TASK DATA:
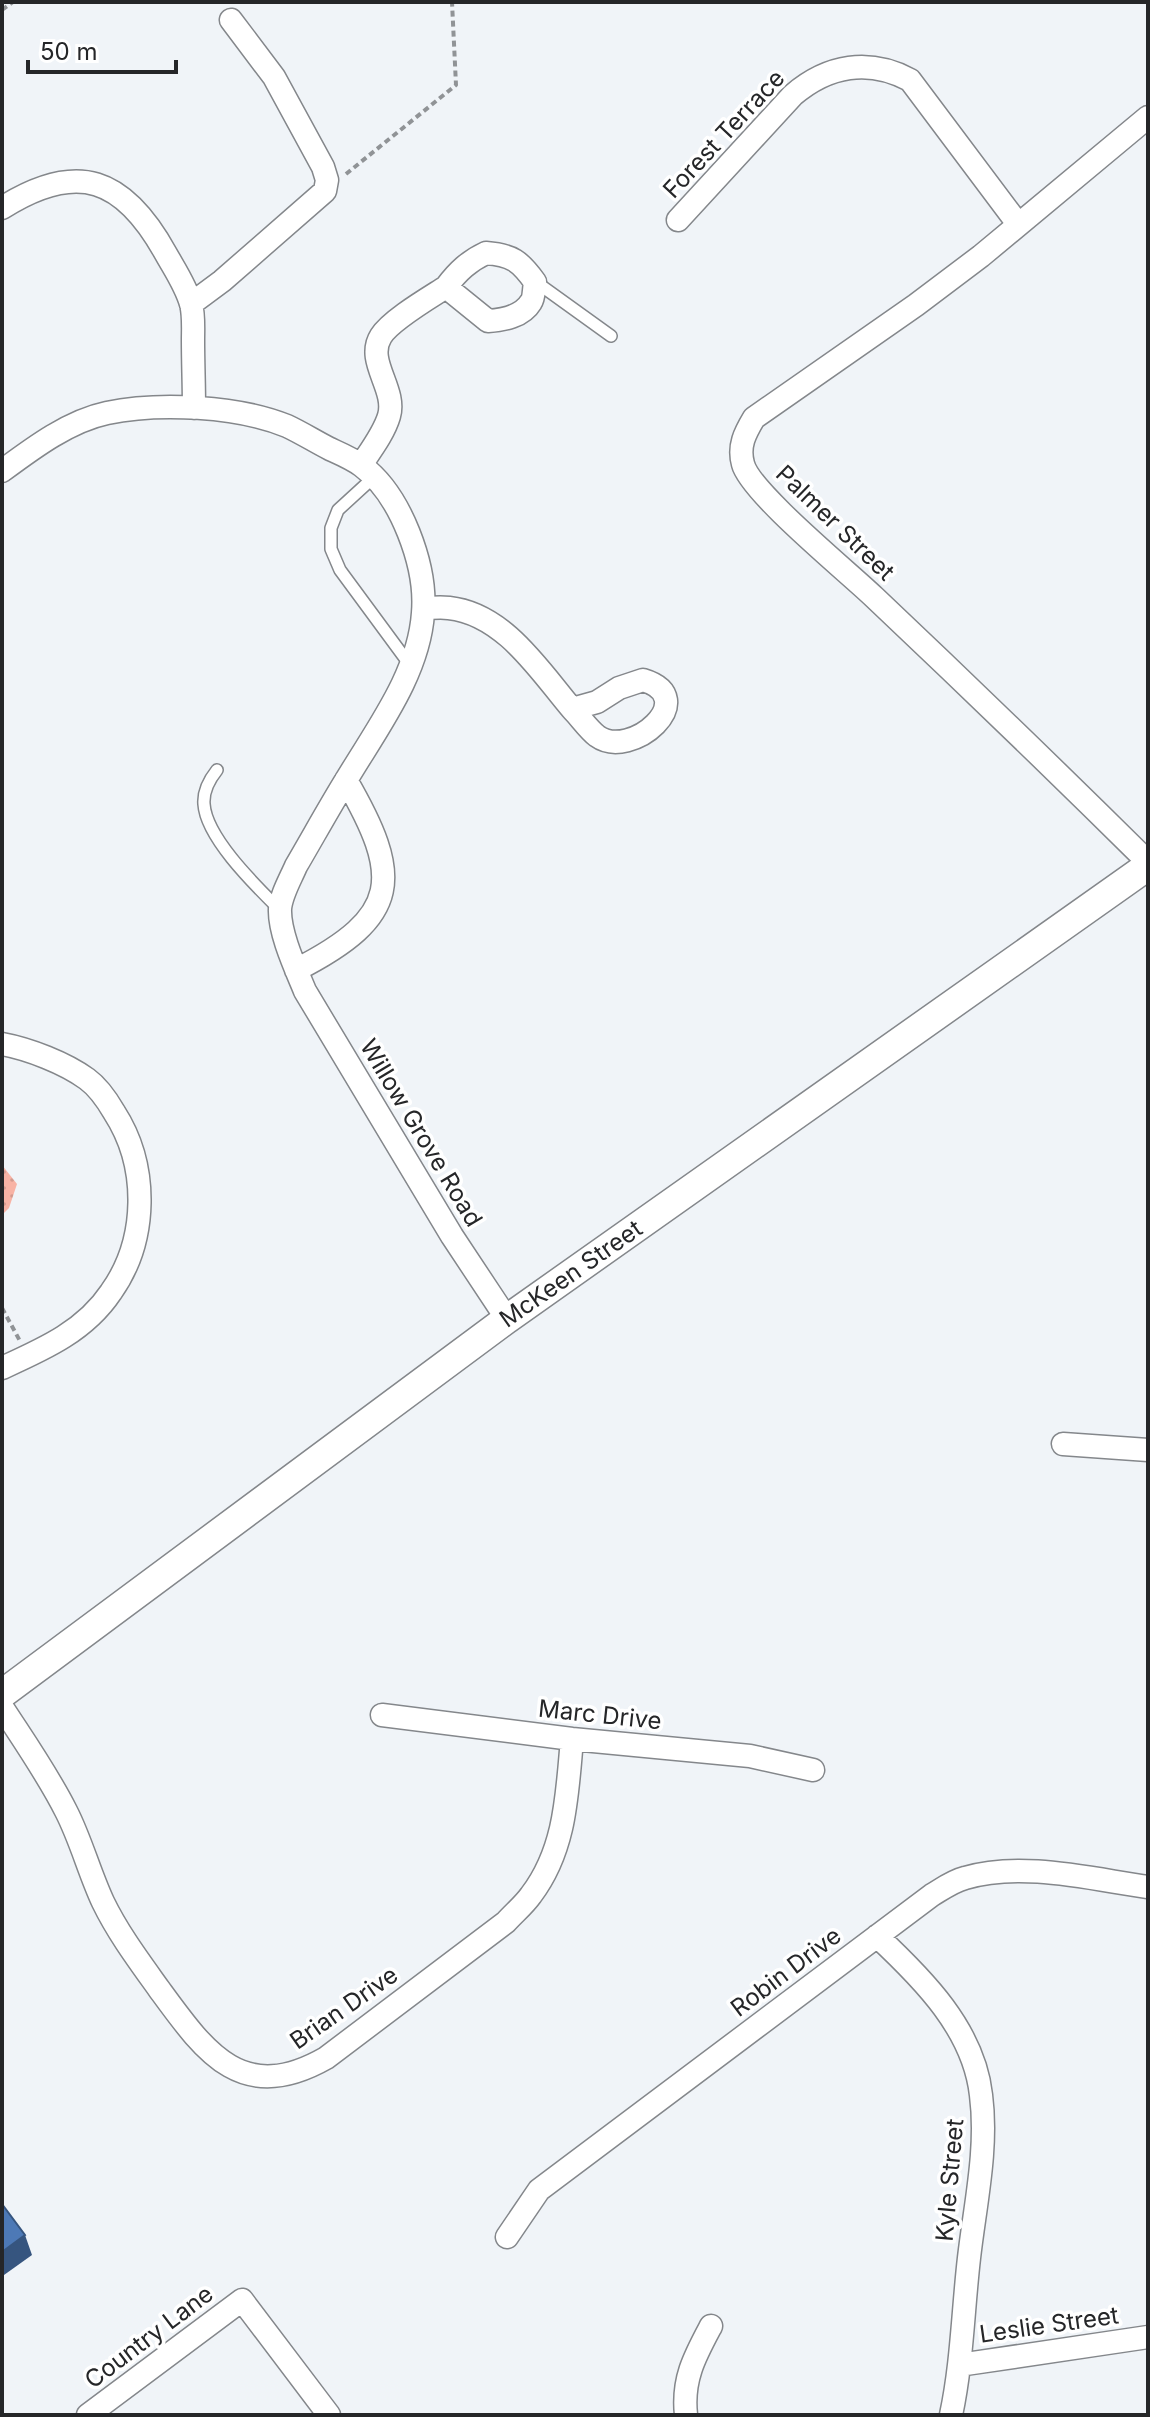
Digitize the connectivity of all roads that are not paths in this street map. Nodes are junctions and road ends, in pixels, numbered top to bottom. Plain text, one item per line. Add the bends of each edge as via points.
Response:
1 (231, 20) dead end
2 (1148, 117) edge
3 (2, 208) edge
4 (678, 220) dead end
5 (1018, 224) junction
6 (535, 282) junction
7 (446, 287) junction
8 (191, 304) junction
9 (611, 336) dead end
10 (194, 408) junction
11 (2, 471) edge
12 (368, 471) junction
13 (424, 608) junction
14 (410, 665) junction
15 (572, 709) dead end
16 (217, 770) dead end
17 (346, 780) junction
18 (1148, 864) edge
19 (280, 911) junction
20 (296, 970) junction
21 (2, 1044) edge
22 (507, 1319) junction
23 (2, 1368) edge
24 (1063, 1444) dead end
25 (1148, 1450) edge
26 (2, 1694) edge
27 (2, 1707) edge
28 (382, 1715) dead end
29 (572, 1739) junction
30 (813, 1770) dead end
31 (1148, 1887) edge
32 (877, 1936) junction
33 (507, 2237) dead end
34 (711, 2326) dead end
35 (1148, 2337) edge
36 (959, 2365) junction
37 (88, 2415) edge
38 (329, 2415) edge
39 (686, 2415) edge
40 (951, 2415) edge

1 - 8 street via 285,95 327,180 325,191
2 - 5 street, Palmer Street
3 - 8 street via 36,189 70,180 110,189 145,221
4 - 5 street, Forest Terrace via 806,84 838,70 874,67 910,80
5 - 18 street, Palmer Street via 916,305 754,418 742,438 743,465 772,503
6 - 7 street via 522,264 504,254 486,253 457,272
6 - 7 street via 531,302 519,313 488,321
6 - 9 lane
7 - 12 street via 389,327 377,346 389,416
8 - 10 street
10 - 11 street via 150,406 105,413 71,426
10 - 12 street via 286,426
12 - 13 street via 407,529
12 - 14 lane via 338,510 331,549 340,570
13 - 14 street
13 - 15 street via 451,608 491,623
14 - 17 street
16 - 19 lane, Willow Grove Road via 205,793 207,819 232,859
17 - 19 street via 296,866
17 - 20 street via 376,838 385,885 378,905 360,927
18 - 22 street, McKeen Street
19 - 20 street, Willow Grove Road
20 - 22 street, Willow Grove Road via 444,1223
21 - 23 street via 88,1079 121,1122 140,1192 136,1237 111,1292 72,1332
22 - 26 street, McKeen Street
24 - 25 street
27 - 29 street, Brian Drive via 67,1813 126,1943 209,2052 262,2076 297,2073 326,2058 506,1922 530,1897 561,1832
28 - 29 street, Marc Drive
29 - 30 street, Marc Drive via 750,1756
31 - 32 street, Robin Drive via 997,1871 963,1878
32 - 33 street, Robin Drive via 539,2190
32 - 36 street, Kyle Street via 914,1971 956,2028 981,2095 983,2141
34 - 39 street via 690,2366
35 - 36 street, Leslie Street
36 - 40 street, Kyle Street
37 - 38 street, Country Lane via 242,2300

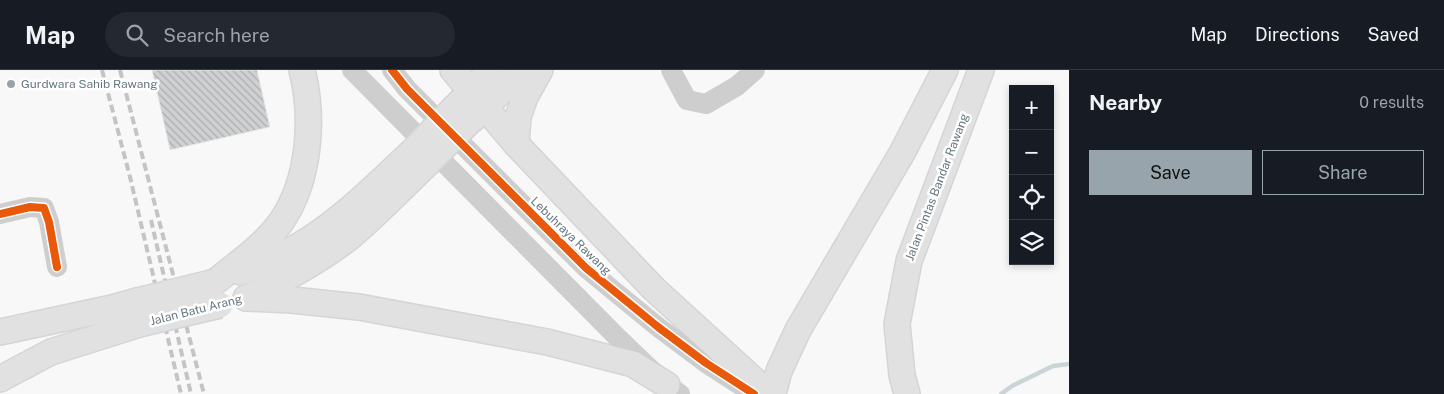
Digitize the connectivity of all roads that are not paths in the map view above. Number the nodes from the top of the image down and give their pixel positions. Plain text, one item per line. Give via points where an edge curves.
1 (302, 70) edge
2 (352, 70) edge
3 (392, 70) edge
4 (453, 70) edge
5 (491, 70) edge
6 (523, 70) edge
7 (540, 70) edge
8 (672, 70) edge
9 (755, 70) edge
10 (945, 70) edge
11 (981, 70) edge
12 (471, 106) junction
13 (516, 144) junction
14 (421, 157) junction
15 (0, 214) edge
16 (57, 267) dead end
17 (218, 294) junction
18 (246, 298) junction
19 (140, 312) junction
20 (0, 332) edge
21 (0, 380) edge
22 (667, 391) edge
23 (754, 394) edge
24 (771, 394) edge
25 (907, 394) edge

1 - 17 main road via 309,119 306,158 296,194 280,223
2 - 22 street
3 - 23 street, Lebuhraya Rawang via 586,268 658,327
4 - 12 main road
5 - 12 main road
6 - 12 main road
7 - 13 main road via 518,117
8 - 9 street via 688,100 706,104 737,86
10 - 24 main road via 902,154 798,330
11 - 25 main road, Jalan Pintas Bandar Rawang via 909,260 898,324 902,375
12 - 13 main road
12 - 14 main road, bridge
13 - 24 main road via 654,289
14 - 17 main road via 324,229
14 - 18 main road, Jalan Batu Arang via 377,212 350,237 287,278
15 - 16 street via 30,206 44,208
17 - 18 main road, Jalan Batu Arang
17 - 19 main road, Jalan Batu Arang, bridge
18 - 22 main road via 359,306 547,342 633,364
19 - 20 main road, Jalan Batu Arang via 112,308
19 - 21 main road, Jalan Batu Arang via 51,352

PROBLEM TO WORK ON: Without the pictures, give every line above again exactly.

YOUR RESPONSE:
Digitize the connectivity of all roads that are not paths in this street map. Nodes are junctions and road ends, in pixels, numbered top to bottom. Plain text, one item per line. Add the bends of each edge as via points.
Response:
1 (231, 20) dead end
2 (1148, 117) edge
3 (2, 208) edge
4 (678, 220) dead end
5 (1018, 224) junction
6 (535, 282) junction
7 (446, 287) junction
8 (191, 304) junction
9 (611, 336) dead end
10 (194, 408) junction
11 (2, 471) edge
12 (368, 471) junction
13 (424, 608) junction
14 (410, 665) junction
15 (572, 709) dead end
16 (217, 770) dead end
17 (346, 780) junction
18 (1148, 864) edge
19 (280, 911) junction
20 (296, 970) junction
21 (2, 1044) edge
22 (507, 1319) junction
23 (2, 1368) edge
24 (1063, 1444) dead end
25 (1148, 1450) edge
26 (2, 1694) edge
27 (2, 1707) edge
28 (382, 1715) dead end
29 (572, 1739) junction
30 (813, 1770) dead end
31 (1148, 1887) edge
32 (877, 1936) junction
33 (507, 2237) dead end
34 (711, 2326) dead end
35 (1148, 2337) edge
36 (959, 2365) junction
37 (88, 2415) edge
38 (329, 2415) edge
39 (686, 2415) edge
40 (951, 2415) edge

1 - 8 street via 285,95 327,180 325,191
2 - 5 street, Palmer Street
3 - 8 street via 36,189 70,180 110,189 145,221
4 - 5 street, Forest Terrace via 806,84 838,70 874,67 910,80
5 - 18 street, Palmer Street via 916,305 754,418 742,438 743,465 772,503
6 - 7 street via 522,264 504,254 486,253 457,272
6 - 7 street via 531,302 519,313 488,321
6 - 9 lane
7 - 12 street via 389,327 377,346 389,416
8 - 10 street
10 - 11 street via 150,406 105,413 71,426
10 - 12 street via 286,426
12 - 13 street via 407,529
12 - 14 lane via 338,510 331,549 340,570
13 - 14 street
13 - 15 street via 451,608 491,623
14 - 17 street
16 - 19 lane, Willow Grove Road via 205,793 207,819 232,859
17 - 19 street via 296,866
17 - 20 street via 376,838 385,885 378,905 360,927
18 - 22 street, McKeen Street
19 - 20 street, Willow Grove Road
20 - 22 street, Willow Grove Road via 444,1223
21 - 23 street via 88,1079 121,1122 140,1192 136,1237 111,1292 72,1332
22 - 26 street, McKeen Street
24 - 25 street
27 - 29 street, Brian Drive via 67,1813 126,1943 209,2052 262,2076 297,2073 326,2058 506,1922 530,1897 561,1832
28 - 29 street, Marc Drive
29 - 30 street, Marc Drive via 750,1756
31 - 32 street, Robin Drive via 997,1871 963,1878
32 - 33 street, Robin Drive via 539,2190
32 - 36 street, Kyle Street via 914,1971 956,2028 981,2095 983,2141
34 - 39 street via 690,2366
35 - 36 street, Leslie Street
36 - 40 street, Kyle Street
37 - 38 street, Country Lane via 242,2300

Digitize the connectivity of all roads that are not paths in the map view above. Number the nodes from the top of the image down and give their pixel positions. Plain text, one item per line. Give via points where an edge curves.
1 (302, 70) edge
2 (352, 70) edge
3 (392, 70) edge
4 (453, 70) edge
5 (491, 70) edge
6 (523, 70) edge
7 (540, 70) edge
8 (672, 70) edge
9 (755, 70) edge
10 (945, 70) edge
11 (981, 70) edge
12 (471, 106) junction
13 (516, 144) junction
14 (421, 157) junction
15 (0, 214) edge
16 (57, 267) dead end
17 (218, 294) junction
18 (246, 298) junction
19 (140, 312) junction
20 (0, 332) edge
21 (0, 380) edge
22 (667, 391) edge
23 (754, 394) edge
24 (771, 394) edge
25 (907, 394) edge

1 - 17 main road via 309,119 306,158 296,194 280,223
2 - 22 street
3 - 23 street, Lebuhraya Rawang via 586,268 658,327
4 - 12 main road
5 - 12 main road
6 - 12 main road
7 - 13 main road via 518,117
8 - 9 street via 688,100 706,104 737,86
10 - 24 main road via 902,154 798,330
11 - 25 main road, Jalan Pintas Bandar Rawang via 909,260 898,324 902,375
12 - 13 main road
12 - 14 main road, bridge
13 - 24 main road via 654,289
14 - 17 main road via 324,229
14 - 18 main road, Jalan Batu Arang via 377,212 350,237 287,278
15 - 16 street via 30,206 44,208
17 - 18 main road, Jalan Batu Arang
17 - 19 main road, Jalan Batu Arang, bridge
18 - 22 main road via 359,306 547,342 633,364
19 - 20 main road, Jalan Batu Arang via 112,308
19 - 21 main road, Jalan Batu Arang via 51,352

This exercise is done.